Cape Town – Only the spectacularly naive and excessively demanding will be painting a renewed portrait of doom and gloom in the wake of South Africa’s 1-0 friendly loss to Poland in Warsaw on Friday.

It’s a pity, of course, that there are so many of these dubious pundits, both amateur and professional. Sadly the rest of us have to put up with them.

Notable numbers of such people -- judging by what you see on Twitter, the blogosphere and even in some sections of the print media on Saturday -- crept out of their holes to curse the outcome, their indignation matched only by their severe misdiagnosis of reality.

How dare we lose to Poland?

Well, I can give you some statistically watertight suggestions, for starters: the Poles may not exactly be European luminaries right now but they are a proud footballing nation with deeper international traditions than South Africa, even if our country was impeded for decades in that regard by isolation.

Poland are 54th on the current FIFA rankings, which is probably lower than their enthusiastic public wish for ... and it is still all of 22 notches better than Bafana Bafana.

They are veterans of seven World Cup tournaments and even sport two third-placed finishes (1974 and 1982).

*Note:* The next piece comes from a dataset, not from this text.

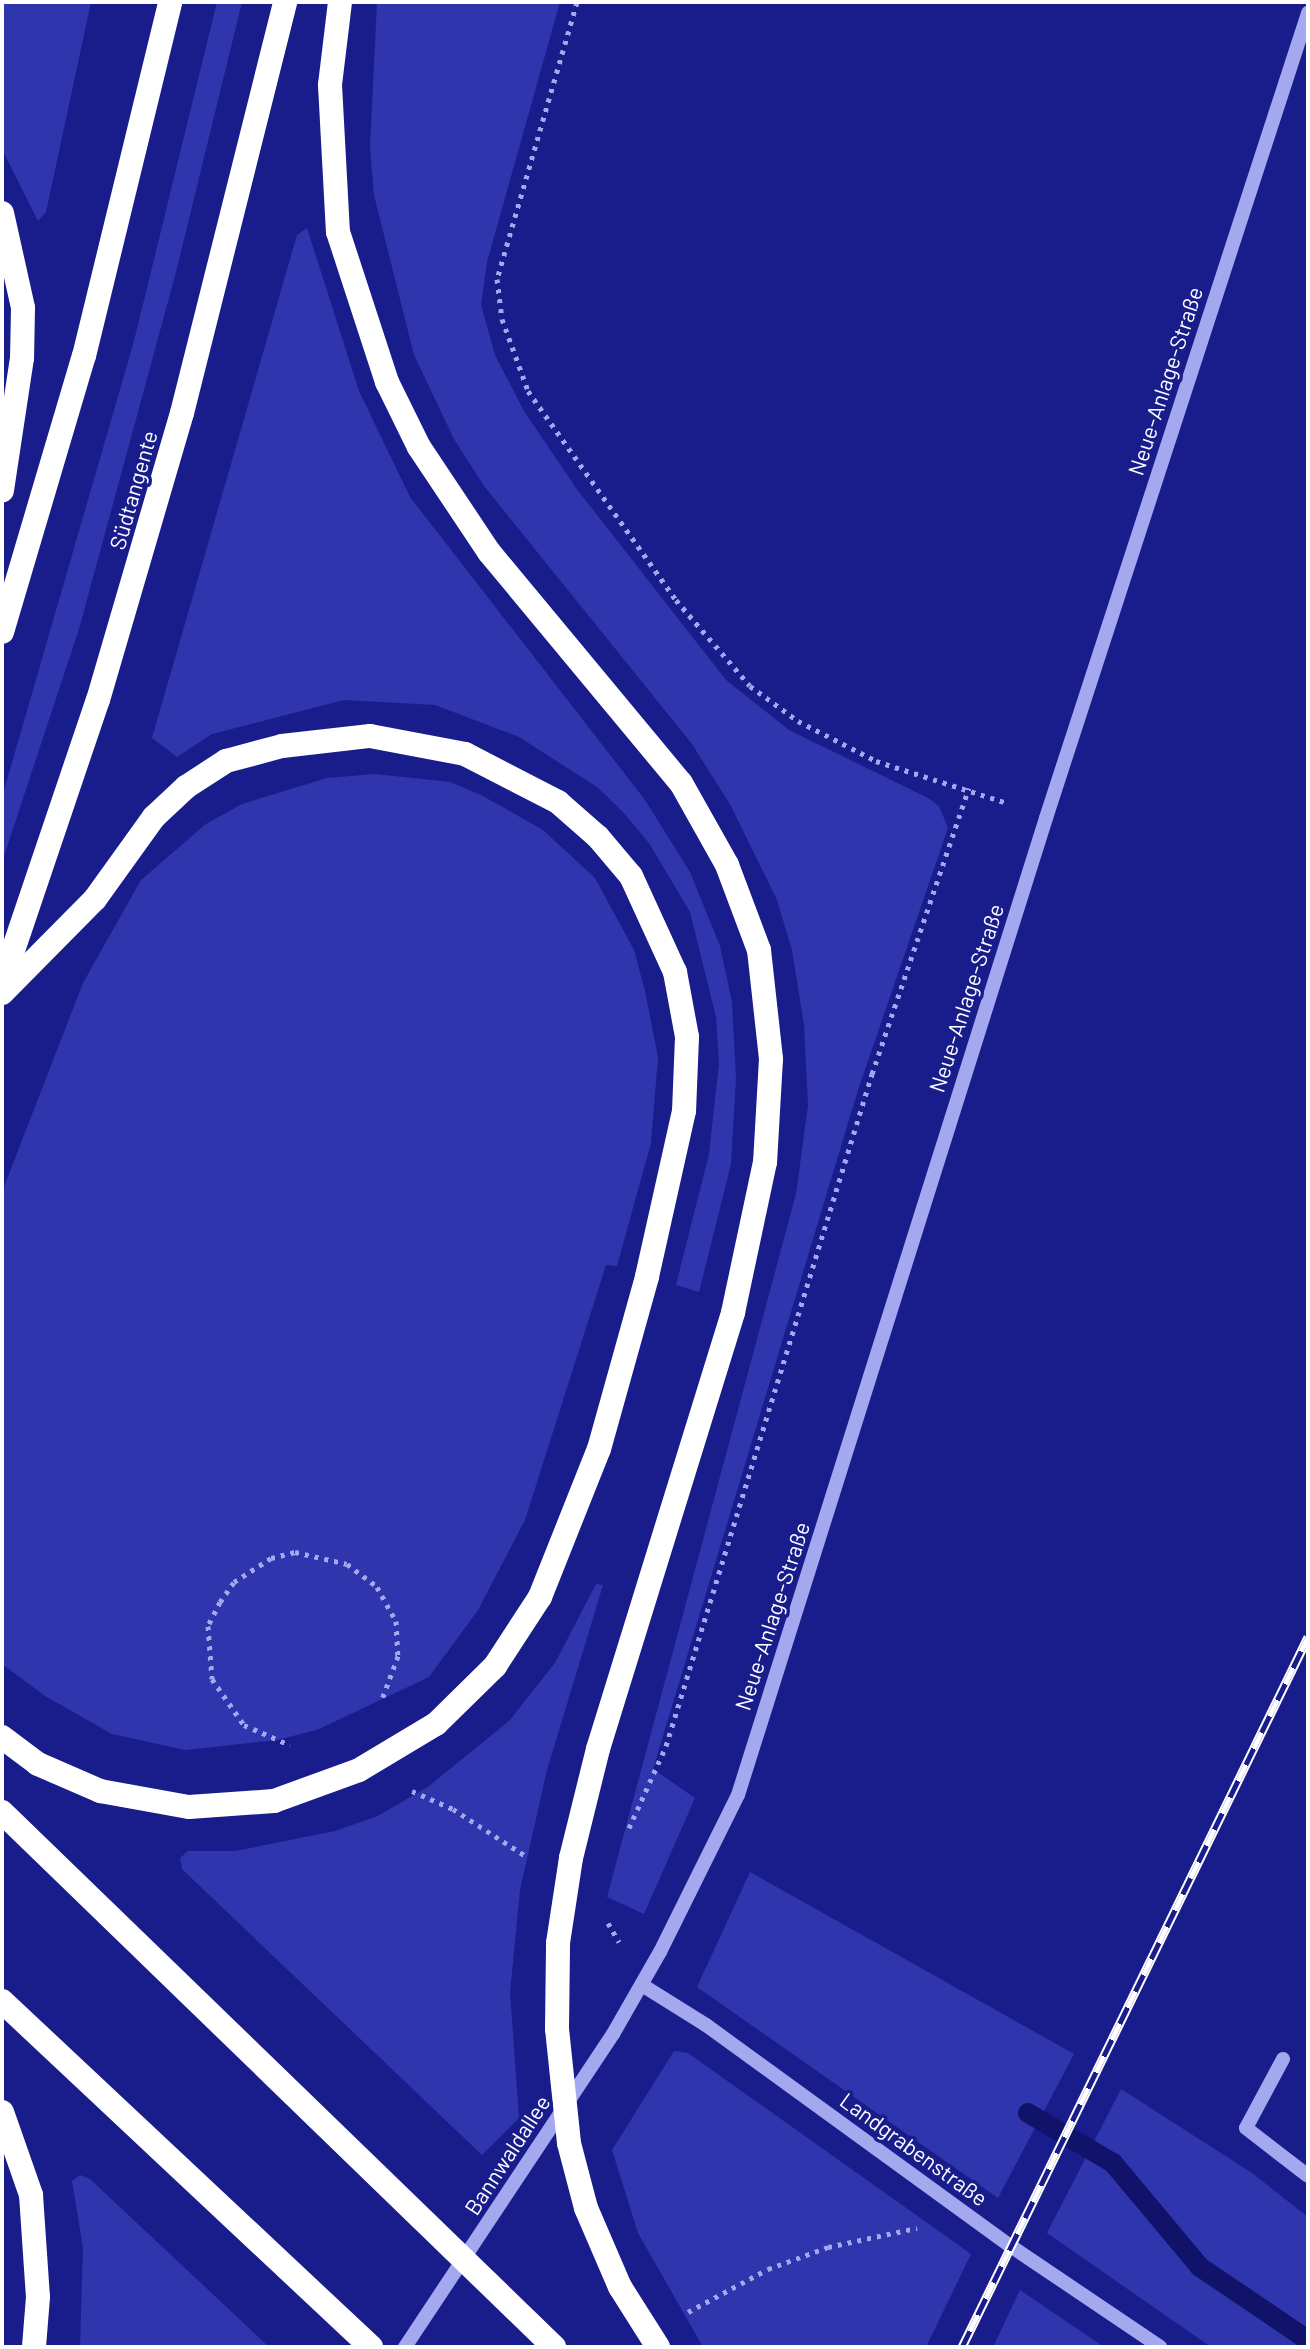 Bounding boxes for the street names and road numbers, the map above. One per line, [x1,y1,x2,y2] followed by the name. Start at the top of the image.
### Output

Their amateur side earned Olympic gold in 1972.

To this day, ask any of the more heavyweight European soccer teams – Germany, Spain, France, and others – about confirmed or prospective missions to Poland and they are bound to tell you, and not by way of polite platitude, that it is a tough little trek.

England go to Warsaw for a World Cup qualifier on Tuesday, deceptively buoyed by a 5-0 drubbing of San Marino ... but also mindful that an altogether more acid test is imminent.

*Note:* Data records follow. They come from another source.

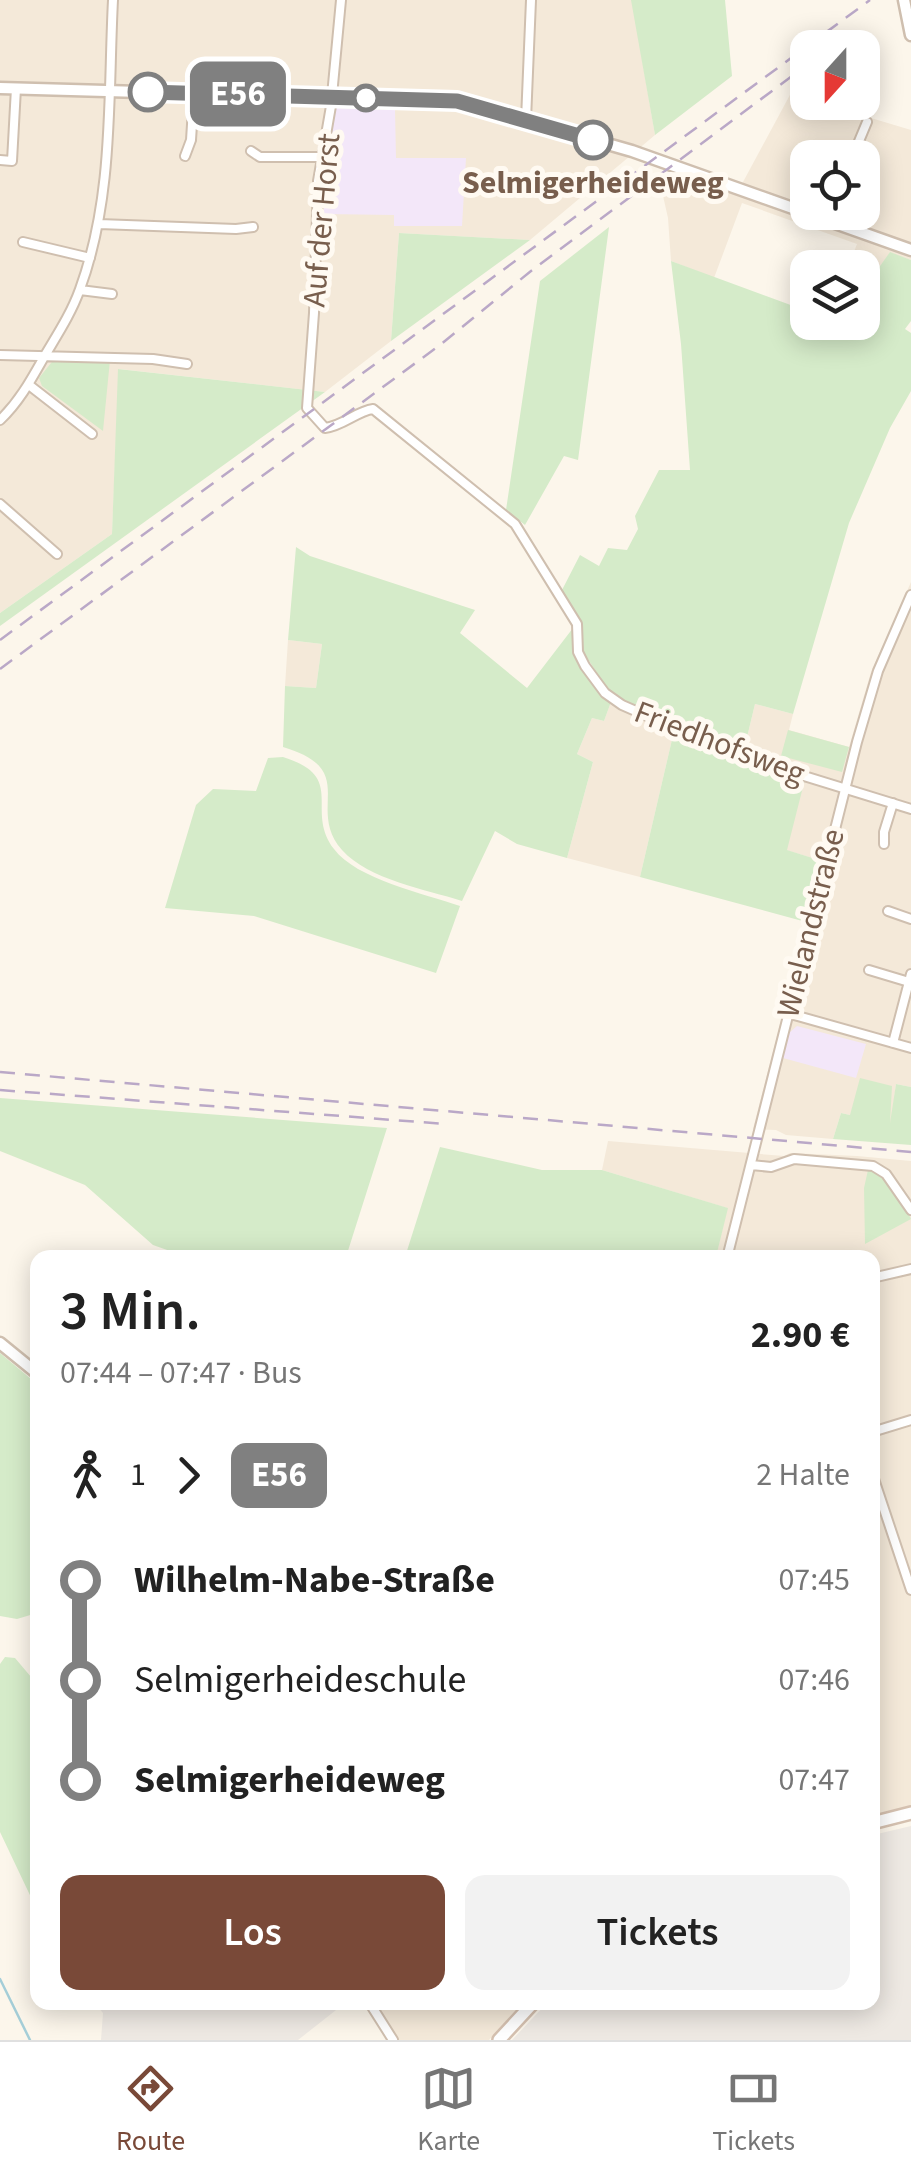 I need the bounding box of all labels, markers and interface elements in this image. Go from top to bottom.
north arrow [790,30,880,120]
map controls [790,30,880,340]
line badge: E56 [180,62,296,126]
text: E56 [210,69,266,119]
unlabelled marker [129,73,167,111]
unlabelled marker [353,85,379,111]
marker: Selmigerheideweg [574,121,612,159]
street label: Auf der Horst [291,131,353,309]
button: locate [790,140,880,230]
place label: Selmigerheideweg [462,160,724,206]
button: layers [790,250,880,340]
street label: Friedhofsweg [628,689,812,797]
street label: Wielandstraße [765,824,857,1022]
text: 3 Min. [60,1273,201,1351]
text: 2.90 € [751,1308,850,1362]
text: 07:44 – 07:47 · Bus [60,1350,302,1396]
icon: walk [60,1448,115,1503]
icon: forward [161,1448,216,1503]
text: E56 [251,1450,307,1500]
text: 1 [130,1452,146,1498]
text: 2 Halte [756,1452,850,1498]
text: Wilhelm-Nabe-Straße [134,1553,495,1607]
text: 07:45 [778,1557,850,1603]
text: Selmigerheideschule [134,1653,466,1707]
text: 07:46 [778,1657,850,1703]
text: Selmigerheideweg [134,1753,445,1807]
text: 07:47 [778,1757,850,1803]
button: Los [60,1875,445,1990]
button: Tickets [465,1875,850,1990]
tab: Route [116,2061,185,2161]
tab: Karte [417,2061,480,2161]
tab: Tickets [712,2061,795,2161]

Against that backdrop, Bafana earning parity until as late as the agonising 82nd minute against Poland – and this on top of a reasonably similar occurrence in Brazil – surely has to be considered another tentative step in the right direction?

It is true that it took at least two sublime close-range shot stops from goalkeeper Itumeleng Khune to possibly prevent the visitors from losing by a broader margin, but offsetting this is that South Africa came within a whisker of scoring on a couple of occasions themselves.

There is a general rawness -- and especially an inability to retain possession for meaningful periods – about this Bafana side that only reminds you Gordon Igesund has formidable work ahead of him.

But the group of players he is presently working with, rookie and more seasoned alike, have a certain chutzpah and welcome fearlessness about them, too.

They keep going and they play for the proverbial badge, which is not always something Bafana sides of the last 10-15 years could be consistently lauded for.

South Africa, even whilst hardly laden with settled positional combinations, commanded obvious periods of ascendancy, which was enough of a reason for heads not to drop in any shame at the final whistle.

“We’ve put on a brave face; we’ve been aggressive ... we stick together and we keep fighting,” said the articulate new captain Bongani Khumalo in a fairly apt, no-frills appraisal of events at the National Stadium on Friday.

There was a nice dollop of post-mortem honesty, into the bargain, from newly-capped left back Ricardo Nunes, who may have been caught out at times defensively, but also showed great promise as a deliverer of teasing set-piece ball.

The Slovakian-based customer admitted – apparently after the often helter-skelter game was played on a very heavy surface – that he had rather run out of puff on debut “from around 65 minutes”.

Bearing in mind that the contest would have served as a valuable educative experience for Nunes and others, there is no harm in acknowledging that, is there?

It helped that the friendly – so many of this brand of internationals can be tepid and soulless – was fast-paced and for the best part entertaining.

 No, to those who feel compelled to start muttering that Bafana are simply back where the sun doesn’t shine and the scent is predominantly odious, I would argue that we could haul out video nasties of infinitely greater gruesomeness from, say, the Santana, Baxter or Mosimane eras for a suitable reality check.

It is when the home-staged African Cup of Nations comes along – and before it maybe also the Nelson Mandela Challenge blue-chip friendly against champions Zambia on November 14 – that Igesund and his ideology will warrant more all-embracing, cards-on-the-table scrutiny.

Until then, and without in any way wishing to come across as a conscious apologist for the coach, he must be given the necessary leeway to continue his testing and tinkering as he seeks to establish, as he put it shortly after Friday’s fixture, “who’s who in the zoo”.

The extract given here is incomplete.